I've just put a CT DCX74 chip inside a Farish 04 (the one with the test 2mm wheels discussed earlier). These notes might help others.
1) Fitting. ( Sorry no photos for a while, body back on loco and I don't plan to dismantle for a while). The chip lives in the cab roof with wires to front edge running down into cab, those to motor run along top of bonnet on either side of motor.
Connect one track wire to the bolt+tab which emerges into the cab (the insulated one normally fitted with wire to motor)
The other track wire solder to a new tab which was fitted to the screw in the top of the gear box (also in cab).
Motor wires; one replaced the standard black wire. The other went to the bottom corner of motor where a brass tab normally connects it to chassis. I put some paper with superglue to insulate the brass tab (though could cut it off).
I haven't yet destroyed the capacitors on the motor, I've read mixed comments on whether to do this to chipped locos.
2) Programming.
If using JMRI/DecoderPro, make sure you use the decoder defined in "CT Elektronik/DCX Series (v.26 up) / DCX74D". The definition file used in the "DCX Series (late)" folder has a serious mistake in it, writing to a non-existant CV which then causes all sorts of wierdness !

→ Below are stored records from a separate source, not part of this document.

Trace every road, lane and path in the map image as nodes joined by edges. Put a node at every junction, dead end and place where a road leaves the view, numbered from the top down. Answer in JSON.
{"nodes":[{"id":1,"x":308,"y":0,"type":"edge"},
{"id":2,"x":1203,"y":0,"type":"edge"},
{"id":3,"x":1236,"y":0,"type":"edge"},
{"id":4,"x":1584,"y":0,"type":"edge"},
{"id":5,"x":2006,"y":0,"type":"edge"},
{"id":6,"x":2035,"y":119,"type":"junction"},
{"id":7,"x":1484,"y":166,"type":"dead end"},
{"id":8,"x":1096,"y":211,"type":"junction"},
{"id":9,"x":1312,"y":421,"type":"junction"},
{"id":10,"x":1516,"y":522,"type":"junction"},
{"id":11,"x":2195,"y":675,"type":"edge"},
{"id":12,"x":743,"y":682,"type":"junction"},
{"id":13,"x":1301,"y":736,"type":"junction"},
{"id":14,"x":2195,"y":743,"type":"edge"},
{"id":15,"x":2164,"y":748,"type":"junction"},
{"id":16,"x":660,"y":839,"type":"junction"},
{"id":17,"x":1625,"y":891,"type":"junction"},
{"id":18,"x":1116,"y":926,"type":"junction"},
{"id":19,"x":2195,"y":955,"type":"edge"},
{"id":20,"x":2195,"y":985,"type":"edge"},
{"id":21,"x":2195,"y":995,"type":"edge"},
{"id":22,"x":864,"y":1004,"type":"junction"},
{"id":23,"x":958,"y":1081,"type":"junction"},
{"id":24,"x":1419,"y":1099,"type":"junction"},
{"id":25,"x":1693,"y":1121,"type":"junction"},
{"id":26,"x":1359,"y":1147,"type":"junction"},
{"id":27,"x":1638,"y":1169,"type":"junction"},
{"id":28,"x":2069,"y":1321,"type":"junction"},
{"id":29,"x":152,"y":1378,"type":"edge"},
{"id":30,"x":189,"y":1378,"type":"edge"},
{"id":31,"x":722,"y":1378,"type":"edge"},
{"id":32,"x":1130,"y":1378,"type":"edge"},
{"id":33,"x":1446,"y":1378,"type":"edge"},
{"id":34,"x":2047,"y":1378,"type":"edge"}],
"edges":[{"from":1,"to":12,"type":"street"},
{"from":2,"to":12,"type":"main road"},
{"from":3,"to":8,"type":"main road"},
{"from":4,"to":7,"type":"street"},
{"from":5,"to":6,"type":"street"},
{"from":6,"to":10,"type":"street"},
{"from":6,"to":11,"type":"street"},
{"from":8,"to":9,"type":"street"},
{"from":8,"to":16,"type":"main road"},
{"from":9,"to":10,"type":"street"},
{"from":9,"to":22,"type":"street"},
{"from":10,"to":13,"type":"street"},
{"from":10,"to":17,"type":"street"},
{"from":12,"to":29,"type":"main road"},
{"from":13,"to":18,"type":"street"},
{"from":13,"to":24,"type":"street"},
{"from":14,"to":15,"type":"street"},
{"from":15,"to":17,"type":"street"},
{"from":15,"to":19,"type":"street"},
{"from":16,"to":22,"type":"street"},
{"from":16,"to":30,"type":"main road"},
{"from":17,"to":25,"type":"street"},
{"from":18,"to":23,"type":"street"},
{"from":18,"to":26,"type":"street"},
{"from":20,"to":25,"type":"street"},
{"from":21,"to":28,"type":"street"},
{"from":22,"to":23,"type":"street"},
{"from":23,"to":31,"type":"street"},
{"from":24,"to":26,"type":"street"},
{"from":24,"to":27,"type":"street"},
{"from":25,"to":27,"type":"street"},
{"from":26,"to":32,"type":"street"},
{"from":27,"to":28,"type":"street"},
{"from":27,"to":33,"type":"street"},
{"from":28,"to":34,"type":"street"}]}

Must use "Direct Bit" programming mode. Consult your command station / programming tool to find out how to do this (some are automatic, some are not).
CV1 = 7 (I am using short addresses)
CV3 & CV4 = 4
CV5 = 252
CV6 = 64 low speed range to be more controllable
CV29 = 131 ( direction reversed, 128 speed steps and 16khz sampling)
CV50 = 255 (regulation influence, standard value)
CV51 = 20 P-value (much reduced from default)
CV52 = 15 I-value
CV64 = 150 ( cuts top speed, see the Arnold Web Commentary on the Trans/CT decoders)
CV116 = 3 (Half speed (shunt/yard) operates on F3, reverse speed is normal)
Other things which might be useful; CV109 can be set to 1 or 0. This swaps the chip between two complete sets of CV values, so you can fiddle with one set then flip back to another set. Can be handy, but also potential to confuse, so use with care. CV1=0 executes a factory reset on the current CVs (ie one half as set in CV109).